_Task brief_
Check the material that follows for the word "Court" and say how many lines contain it, with no other words.

_Given records_

------------

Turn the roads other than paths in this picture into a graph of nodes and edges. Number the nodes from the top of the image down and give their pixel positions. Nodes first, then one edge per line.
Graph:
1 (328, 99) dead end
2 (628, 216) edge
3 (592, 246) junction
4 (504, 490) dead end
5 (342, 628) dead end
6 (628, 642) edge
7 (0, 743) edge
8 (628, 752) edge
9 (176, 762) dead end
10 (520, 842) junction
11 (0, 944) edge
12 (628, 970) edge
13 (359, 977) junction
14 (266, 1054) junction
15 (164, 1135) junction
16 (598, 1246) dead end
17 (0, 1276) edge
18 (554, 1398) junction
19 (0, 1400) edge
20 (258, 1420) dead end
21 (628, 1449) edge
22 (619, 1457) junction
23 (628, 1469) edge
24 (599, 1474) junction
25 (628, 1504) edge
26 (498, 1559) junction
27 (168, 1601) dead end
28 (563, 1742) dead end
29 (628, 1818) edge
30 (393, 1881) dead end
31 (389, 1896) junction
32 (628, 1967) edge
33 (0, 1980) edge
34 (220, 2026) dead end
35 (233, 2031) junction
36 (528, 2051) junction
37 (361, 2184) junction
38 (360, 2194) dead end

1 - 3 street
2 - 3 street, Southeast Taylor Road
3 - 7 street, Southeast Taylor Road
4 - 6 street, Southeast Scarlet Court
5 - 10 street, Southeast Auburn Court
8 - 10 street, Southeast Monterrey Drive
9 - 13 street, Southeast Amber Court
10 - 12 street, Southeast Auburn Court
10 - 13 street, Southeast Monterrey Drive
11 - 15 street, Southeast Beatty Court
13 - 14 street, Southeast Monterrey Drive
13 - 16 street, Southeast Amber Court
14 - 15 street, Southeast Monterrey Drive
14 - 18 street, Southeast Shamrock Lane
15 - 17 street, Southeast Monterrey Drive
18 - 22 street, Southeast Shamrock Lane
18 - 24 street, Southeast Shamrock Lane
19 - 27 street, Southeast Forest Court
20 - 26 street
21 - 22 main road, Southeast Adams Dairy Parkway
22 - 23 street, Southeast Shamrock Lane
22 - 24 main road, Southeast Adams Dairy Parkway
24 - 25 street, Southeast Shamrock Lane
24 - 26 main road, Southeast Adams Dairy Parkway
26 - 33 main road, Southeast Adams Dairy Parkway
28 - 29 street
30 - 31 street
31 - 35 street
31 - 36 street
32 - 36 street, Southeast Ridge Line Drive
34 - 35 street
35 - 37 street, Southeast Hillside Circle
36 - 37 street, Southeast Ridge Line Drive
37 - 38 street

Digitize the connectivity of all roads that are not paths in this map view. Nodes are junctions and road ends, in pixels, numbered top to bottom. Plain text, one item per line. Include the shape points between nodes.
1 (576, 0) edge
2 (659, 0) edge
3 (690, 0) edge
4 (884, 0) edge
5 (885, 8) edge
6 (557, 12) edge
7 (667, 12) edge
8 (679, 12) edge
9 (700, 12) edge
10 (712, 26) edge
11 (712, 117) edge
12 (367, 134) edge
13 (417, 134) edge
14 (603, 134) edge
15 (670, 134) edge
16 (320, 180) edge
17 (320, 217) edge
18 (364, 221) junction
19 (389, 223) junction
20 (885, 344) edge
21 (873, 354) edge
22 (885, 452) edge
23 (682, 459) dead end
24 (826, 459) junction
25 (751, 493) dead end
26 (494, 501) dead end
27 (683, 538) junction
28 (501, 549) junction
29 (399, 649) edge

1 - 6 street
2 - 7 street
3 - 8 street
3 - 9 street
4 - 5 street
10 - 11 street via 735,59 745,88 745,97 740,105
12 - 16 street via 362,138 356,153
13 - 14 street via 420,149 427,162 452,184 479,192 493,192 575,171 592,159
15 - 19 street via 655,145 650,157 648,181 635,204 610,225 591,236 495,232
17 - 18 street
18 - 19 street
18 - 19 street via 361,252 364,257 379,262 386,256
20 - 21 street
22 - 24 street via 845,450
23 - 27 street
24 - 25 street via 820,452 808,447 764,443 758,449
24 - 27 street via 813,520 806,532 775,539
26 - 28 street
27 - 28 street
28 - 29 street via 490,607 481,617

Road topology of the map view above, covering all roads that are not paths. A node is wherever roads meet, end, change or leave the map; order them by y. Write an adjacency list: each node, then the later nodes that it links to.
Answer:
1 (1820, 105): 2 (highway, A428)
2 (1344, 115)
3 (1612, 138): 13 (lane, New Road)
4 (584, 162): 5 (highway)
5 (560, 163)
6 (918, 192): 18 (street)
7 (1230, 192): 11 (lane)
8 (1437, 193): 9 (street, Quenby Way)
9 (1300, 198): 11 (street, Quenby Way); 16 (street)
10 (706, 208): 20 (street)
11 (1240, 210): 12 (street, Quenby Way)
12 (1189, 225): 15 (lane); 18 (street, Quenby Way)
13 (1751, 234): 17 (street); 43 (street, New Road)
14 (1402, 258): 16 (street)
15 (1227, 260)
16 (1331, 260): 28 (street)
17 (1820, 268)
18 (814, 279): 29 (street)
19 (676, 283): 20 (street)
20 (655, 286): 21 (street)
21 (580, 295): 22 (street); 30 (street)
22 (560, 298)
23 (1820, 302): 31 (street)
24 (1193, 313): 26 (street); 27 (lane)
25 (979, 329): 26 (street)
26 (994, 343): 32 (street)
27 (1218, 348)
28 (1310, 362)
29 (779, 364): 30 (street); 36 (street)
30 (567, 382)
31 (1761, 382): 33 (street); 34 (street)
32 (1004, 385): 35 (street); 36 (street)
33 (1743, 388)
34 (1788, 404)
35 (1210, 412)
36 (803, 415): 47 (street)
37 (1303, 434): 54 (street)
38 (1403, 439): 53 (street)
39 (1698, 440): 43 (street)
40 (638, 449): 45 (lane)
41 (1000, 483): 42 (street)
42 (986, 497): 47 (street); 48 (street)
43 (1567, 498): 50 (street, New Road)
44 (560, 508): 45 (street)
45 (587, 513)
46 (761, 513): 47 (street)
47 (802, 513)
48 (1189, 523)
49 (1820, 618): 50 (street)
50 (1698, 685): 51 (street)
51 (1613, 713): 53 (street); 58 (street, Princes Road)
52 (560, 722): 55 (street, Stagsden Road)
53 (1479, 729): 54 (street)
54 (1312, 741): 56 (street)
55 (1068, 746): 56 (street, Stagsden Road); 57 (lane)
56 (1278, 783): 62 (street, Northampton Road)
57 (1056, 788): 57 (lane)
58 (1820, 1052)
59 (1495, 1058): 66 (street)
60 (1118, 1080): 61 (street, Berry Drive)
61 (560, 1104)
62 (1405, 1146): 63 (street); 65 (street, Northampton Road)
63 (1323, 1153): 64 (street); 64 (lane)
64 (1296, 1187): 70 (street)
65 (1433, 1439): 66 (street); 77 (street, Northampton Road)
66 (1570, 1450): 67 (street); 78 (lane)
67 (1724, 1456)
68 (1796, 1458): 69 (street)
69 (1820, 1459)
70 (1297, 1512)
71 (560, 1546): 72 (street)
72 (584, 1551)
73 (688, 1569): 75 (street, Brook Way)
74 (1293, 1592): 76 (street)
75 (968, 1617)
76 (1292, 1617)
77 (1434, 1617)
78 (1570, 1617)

------------

_Written answer_
7